WORK REQUEST —
Give the number of lines below that hold "التقوى", and only that.

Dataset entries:
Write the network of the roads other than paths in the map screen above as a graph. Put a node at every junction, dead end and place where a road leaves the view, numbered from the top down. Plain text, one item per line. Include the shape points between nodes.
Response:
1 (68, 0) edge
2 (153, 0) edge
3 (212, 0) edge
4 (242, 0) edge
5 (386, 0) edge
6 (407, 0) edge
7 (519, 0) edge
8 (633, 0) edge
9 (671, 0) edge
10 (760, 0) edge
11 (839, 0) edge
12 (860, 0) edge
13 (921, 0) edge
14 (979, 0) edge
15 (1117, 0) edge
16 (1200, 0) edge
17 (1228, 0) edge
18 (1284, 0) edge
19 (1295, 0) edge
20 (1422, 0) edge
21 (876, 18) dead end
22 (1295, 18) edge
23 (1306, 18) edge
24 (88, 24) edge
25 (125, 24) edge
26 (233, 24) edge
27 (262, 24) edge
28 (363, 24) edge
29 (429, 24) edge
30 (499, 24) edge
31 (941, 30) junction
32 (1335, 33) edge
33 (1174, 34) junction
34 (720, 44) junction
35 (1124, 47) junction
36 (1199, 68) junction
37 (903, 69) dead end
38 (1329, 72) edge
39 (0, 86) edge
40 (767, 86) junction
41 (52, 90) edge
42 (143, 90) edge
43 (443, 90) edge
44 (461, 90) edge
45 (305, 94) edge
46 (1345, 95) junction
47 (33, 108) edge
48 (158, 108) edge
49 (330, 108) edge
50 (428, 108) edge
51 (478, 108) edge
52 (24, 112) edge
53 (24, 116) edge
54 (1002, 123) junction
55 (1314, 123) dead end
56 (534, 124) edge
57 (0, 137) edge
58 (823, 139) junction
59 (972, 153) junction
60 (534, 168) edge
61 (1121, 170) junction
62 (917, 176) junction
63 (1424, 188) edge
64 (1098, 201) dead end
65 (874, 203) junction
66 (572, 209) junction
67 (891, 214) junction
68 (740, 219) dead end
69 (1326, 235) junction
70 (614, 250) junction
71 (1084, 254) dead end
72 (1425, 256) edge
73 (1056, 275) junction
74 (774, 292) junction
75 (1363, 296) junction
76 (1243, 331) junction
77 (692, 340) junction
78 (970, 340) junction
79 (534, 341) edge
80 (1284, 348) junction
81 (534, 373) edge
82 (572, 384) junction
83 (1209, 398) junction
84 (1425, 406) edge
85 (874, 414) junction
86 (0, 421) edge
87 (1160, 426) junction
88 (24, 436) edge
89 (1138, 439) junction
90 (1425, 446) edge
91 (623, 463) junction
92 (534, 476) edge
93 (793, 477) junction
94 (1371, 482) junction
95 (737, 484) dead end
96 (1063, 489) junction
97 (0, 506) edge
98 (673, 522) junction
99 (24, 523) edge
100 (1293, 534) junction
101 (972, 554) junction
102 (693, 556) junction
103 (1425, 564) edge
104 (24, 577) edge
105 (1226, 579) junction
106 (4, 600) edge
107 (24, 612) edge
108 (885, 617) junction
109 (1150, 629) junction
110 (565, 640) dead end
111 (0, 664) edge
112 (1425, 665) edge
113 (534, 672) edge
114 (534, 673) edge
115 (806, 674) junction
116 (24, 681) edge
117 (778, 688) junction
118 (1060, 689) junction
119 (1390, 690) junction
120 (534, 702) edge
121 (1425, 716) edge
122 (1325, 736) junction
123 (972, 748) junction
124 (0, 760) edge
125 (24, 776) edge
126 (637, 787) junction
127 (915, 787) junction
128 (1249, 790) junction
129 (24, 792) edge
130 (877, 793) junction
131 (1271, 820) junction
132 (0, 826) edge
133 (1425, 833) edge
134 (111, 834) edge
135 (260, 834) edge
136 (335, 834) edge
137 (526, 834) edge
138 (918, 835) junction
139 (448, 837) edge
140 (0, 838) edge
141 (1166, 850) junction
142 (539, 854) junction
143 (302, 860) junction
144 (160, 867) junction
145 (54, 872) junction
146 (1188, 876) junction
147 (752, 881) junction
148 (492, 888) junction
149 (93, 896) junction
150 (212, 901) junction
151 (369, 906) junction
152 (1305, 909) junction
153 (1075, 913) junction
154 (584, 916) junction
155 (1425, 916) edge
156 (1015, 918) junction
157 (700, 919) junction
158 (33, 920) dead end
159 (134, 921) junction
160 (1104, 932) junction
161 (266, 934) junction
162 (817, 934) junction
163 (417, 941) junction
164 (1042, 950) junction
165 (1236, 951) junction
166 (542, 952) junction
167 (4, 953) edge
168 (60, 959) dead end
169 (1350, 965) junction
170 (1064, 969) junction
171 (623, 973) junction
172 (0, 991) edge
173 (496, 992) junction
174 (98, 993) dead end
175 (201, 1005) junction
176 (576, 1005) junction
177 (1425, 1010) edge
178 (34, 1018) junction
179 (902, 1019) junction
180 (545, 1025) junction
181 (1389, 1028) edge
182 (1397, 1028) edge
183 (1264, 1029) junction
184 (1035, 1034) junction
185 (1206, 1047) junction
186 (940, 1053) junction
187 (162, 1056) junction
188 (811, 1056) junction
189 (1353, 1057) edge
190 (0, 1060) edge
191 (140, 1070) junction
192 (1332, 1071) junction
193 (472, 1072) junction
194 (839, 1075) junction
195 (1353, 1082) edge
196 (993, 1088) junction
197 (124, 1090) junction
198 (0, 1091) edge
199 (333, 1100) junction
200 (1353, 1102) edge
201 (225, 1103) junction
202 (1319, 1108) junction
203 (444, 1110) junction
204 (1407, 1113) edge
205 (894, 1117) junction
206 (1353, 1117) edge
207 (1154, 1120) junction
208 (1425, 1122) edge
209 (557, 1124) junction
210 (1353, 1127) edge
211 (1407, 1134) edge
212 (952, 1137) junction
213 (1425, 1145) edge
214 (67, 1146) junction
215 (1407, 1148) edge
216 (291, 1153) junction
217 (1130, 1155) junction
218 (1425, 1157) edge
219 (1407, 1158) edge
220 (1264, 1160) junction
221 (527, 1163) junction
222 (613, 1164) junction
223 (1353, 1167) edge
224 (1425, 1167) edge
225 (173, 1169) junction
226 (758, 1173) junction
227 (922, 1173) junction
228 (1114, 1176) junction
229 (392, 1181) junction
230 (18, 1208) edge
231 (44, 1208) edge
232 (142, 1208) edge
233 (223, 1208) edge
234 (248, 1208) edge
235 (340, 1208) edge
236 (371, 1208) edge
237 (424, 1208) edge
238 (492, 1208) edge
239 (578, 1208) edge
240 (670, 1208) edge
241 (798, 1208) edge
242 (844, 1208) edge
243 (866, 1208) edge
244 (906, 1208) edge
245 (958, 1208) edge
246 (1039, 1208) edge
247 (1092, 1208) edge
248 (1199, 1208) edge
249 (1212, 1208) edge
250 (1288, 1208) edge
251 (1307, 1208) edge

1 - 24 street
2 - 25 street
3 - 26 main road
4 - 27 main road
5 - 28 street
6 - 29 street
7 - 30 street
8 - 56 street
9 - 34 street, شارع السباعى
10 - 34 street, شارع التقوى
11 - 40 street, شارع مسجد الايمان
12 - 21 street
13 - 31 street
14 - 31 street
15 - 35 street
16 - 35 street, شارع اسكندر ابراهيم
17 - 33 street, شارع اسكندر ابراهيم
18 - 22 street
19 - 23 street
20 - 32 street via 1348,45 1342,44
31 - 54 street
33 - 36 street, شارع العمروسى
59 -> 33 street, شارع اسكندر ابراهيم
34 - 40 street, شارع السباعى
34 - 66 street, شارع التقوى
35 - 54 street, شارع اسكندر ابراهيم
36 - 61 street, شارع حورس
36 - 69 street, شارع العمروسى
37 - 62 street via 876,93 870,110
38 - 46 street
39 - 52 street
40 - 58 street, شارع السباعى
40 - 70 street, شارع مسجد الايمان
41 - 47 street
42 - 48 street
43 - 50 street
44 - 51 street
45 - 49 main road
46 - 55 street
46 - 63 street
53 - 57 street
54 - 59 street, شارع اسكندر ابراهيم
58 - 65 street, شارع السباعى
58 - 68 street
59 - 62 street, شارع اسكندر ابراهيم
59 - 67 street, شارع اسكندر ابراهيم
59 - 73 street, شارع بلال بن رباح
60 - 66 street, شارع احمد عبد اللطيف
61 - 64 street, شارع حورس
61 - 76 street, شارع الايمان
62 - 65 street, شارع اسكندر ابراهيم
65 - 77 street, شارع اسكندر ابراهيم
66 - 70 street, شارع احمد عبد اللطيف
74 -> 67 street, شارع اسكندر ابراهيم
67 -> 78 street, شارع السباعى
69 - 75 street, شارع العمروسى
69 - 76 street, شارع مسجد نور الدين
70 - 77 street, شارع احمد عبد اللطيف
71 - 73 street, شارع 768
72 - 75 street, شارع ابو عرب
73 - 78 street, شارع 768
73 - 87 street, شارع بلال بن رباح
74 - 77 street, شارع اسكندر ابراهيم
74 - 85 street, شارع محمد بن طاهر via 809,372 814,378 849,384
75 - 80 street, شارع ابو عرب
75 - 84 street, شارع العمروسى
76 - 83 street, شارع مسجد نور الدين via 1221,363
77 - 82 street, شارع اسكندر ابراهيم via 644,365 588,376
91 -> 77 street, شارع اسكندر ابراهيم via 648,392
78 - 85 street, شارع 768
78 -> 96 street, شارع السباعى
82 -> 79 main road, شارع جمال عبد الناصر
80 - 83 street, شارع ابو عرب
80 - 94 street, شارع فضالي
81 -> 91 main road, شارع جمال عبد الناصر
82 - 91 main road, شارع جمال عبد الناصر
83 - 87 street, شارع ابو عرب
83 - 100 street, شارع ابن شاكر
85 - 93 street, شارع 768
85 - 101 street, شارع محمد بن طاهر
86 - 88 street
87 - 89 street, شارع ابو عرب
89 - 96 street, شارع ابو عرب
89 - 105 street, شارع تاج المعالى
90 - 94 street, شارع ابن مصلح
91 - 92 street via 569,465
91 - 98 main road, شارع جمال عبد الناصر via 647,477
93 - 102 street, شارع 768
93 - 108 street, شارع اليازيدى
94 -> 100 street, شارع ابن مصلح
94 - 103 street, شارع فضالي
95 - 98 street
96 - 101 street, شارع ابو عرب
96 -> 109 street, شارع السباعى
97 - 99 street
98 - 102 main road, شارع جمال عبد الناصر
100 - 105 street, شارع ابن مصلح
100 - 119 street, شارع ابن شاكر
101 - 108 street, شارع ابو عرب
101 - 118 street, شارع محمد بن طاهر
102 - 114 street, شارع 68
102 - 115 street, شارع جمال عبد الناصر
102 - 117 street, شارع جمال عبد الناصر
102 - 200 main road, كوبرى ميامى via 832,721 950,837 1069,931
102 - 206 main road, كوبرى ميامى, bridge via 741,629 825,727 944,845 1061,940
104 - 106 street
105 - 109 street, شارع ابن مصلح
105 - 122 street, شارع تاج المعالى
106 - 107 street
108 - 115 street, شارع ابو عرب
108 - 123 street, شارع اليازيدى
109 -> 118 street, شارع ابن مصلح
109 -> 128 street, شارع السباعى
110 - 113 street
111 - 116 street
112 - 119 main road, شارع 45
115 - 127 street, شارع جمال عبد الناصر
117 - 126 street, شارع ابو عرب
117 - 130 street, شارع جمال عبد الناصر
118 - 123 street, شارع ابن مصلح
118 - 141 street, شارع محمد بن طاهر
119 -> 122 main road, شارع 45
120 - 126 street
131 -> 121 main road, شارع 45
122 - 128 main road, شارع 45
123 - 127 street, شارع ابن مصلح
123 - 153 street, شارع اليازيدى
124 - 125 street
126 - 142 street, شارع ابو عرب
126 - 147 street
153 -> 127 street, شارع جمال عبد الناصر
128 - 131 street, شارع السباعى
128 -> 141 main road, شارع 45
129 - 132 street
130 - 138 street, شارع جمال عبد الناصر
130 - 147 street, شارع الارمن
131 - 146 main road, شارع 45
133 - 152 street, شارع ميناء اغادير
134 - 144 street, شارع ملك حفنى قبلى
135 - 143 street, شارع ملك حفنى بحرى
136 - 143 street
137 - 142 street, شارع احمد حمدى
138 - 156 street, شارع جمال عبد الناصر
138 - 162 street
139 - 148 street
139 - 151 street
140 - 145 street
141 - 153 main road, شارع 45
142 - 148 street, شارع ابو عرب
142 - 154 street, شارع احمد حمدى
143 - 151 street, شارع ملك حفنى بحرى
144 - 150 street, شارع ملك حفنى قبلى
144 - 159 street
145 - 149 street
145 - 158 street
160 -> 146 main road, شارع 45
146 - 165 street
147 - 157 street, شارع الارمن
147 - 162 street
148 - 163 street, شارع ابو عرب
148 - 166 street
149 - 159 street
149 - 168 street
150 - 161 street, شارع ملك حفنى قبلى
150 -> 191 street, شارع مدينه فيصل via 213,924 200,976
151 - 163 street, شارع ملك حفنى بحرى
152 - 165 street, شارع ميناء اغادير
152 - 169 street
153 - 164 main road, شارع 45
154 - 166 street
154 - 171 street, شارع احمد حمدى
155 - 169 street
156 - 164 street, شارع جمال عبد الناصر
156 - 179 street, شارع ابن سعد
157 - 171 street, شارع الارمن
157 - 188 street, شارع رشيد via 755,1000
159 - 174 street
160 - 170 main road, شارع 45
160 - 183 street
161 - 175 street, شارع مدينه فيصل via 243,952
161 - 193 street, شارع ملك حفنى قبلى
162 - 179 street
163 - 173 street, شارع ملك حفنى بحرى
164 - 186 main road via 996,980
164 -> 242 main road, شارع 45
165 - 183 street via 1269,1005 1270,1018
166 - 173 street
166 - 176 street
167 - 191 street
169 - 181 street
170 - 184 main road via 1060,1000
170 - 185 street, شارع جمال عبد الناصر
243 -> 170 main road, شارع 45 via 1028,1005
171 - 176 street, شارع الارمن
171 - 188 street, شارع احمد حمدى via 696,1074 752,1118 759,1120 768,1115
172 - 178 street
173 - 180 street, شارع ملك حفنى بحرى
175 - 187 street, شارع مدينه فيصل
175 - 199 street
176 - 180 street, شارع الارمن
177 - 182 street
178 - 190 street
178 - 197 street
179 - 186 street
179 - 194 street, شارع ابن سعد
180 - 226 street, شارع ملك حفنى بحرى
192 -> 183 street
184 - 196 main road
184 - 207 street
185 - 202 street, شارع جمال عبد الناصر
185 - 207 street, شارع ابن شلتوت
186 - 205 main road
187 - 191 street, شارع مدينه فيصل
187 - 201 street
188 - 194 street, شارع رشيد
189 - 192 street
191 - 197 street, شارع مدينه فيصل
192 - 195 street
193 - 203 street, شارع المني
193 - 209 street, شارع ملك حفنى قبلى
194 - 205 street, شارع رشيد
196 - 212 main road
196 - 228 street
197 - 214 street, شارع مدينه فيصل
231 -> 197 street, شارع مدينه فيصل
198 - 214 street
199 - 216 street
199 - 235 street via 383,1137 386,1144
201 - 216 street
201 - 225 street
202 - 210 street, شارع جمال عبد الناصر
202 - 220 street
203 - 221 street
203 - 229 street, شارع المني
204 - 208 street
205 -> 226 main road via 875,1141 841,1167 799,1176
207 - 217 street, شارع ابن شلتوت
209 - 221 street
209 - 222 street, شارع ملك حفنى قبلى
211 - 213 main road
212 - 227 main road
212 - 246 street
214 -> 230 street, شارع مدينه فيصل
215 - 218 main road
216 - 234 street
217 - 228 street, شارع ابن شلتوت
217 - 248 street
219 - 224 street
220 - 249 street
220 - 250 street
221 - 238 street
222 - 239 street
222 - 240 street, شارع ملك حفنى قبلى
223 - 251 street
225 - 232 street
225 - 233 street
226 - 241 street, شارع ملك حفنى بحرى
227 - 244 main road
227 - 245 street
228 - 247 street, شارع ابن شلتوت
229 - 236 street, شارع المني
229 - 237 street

OUTPUT —
2